Eric Posner and Adrian Vermeule (Slate): President Obama’s decision to ignore the Office of Legal Counsel’s advice about Libya has shocked and worried critics on the left and right. Yet the decision emerged from what was essentially a bureaucratic conflict – the State Department and the White House Counsel’s Office said the U.S. military intervention in Libya was permissible under the War Powers Resolution, OLC and the Department of Defense disagreed – and the uninitiated may be forgiven for wondering what all the fuss is about. Isn’t choosing among the views of his advisers what the president is supposed to do?
The president’s critics say that in important legal matters, it’s the job of OLC (which is part of the Justice Department) to weigh the competing views and issue an opinion that presidents are presumptively bound to respect …. there is no reason that the president – the sole officer of government constitutionally required to “take care that the laws be faithfully executed” – should be bound, even presumptively, by the legal views of those who are, after all, merely his servants.

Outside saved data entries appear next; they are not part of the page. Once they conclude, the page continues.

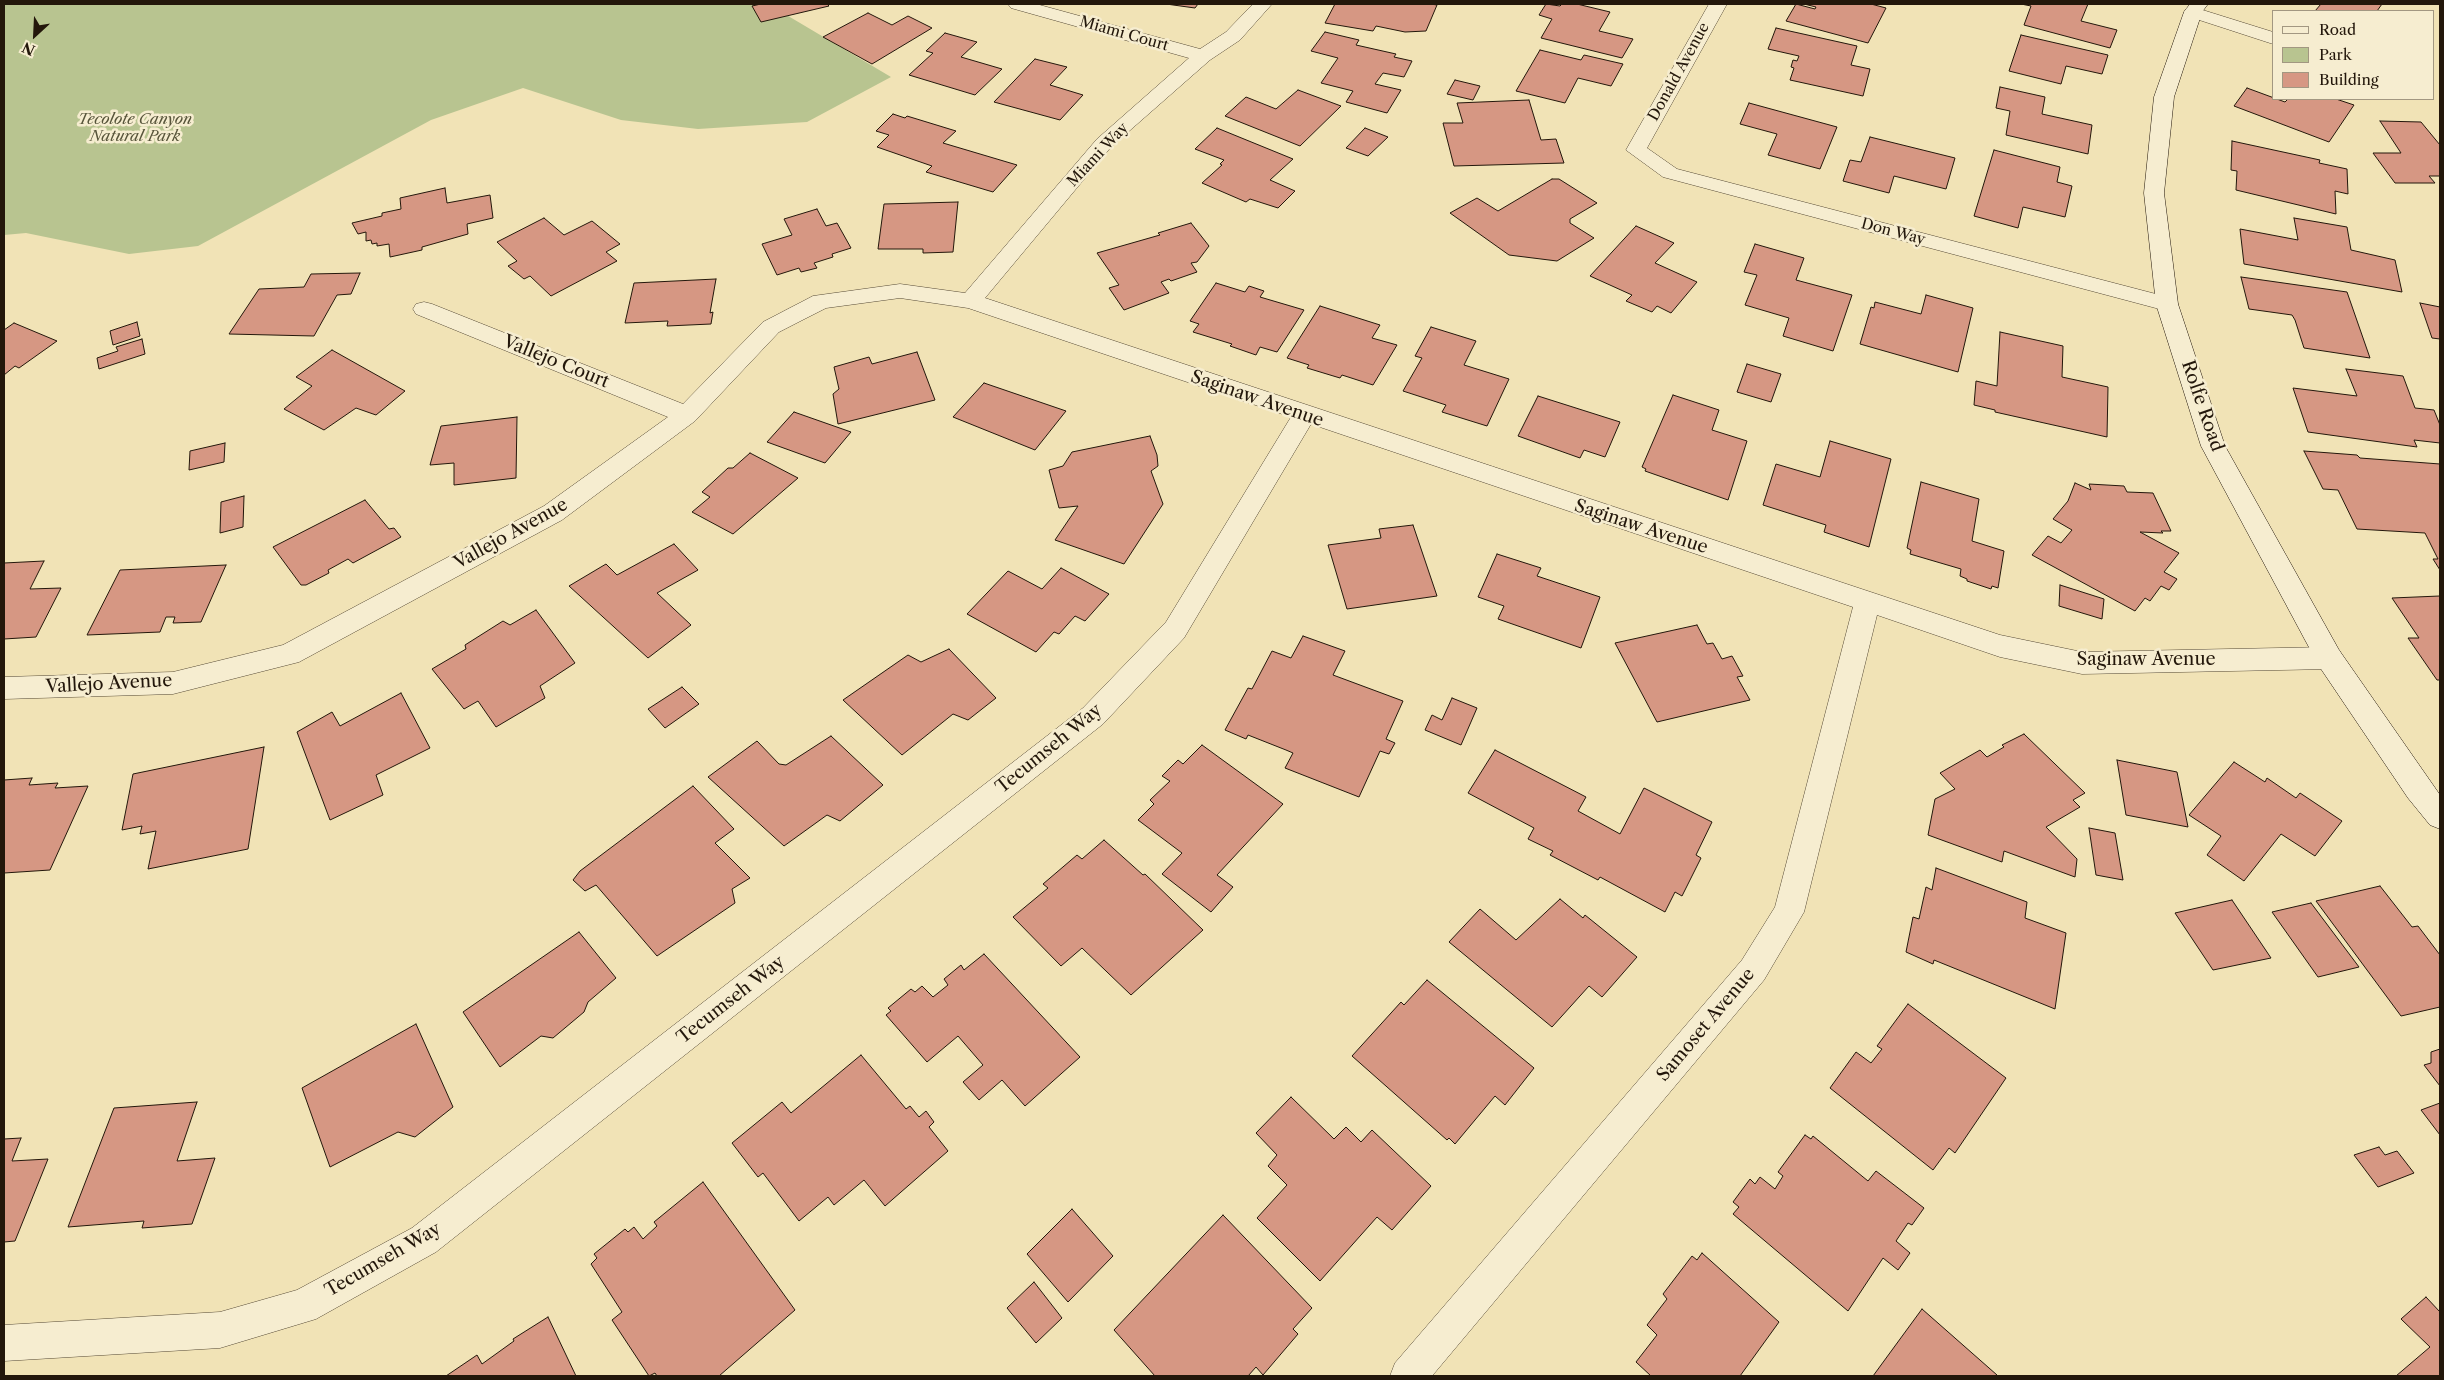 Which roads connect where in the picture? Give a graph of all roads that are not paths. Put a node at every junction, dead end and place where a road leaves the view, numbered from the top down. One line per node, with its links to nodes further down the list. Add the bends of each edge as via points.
1 (1016, 4): 6 (street, Miami Court)
2 (1263, 4): 6 (street, Miami Way, via 1232,36)
3 (1718, 4): 7 (street, Donald Avenue)
4 (2196, 8): 5 (street); 9 (street, Rolfe Road, via 2164,98 2154,193)
5 (2272, 38)
6 (1203, 56): 8 (street, Miami Way, via 1104,143)
7 (1641, 140): 9 (street, Don Way, via 1636,150 1670,173)
8 (970, 301): 11 (street, Vallejo Avenue, via 900,290 821,301 771,328); 12 (street, Saginaw Avenue)
9 (2167, 304): 14 (street, Rolfe Road, via 2214,446)
10 (424, 309): 11 (street, Vallejo Court)
11 (687, 415): 15 (street, Vallejo Avenue, via 553,513 289,654 173,683)
12 (1306, 415): 13 (street, Saginaw Avenue); 17 (street, Tecumseh Way, via 1175,630 1093,716 424,1240 303,1306 220,1330)
13 (1867, 602): 14 (street, Saginaw Avenue, via 2000,646 2082,663); 18 (street, Samoset Avenue, via 1789,912 1754,970)
14 (2329, 658): 16 (street, Rolfe Road)
15 (4, 688)
16 (2440, 816)
17 (4, 1343)
18 (1408, 1376)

… suppose that OLC does provide independent legal advice. There is nothing objectionable about a presidential decision to adopt the views of one set of legal advisers over those of another. The procedure the White House followed – hearing from legal advisers in four offices, with diverse expertise and perspectives – seems a sensible approach to decision-making. Interpreting the War Powers Resolution is not like reading a speed limit sign; the statute is riddled with ambiguities….
… A president need not have or consult any legal advisers at all …. It is mysterious why it is controversial that a president should get to decide which, if any, of his own creatures he will deign to hear. OLC exists to serve the presidency, not the other way around.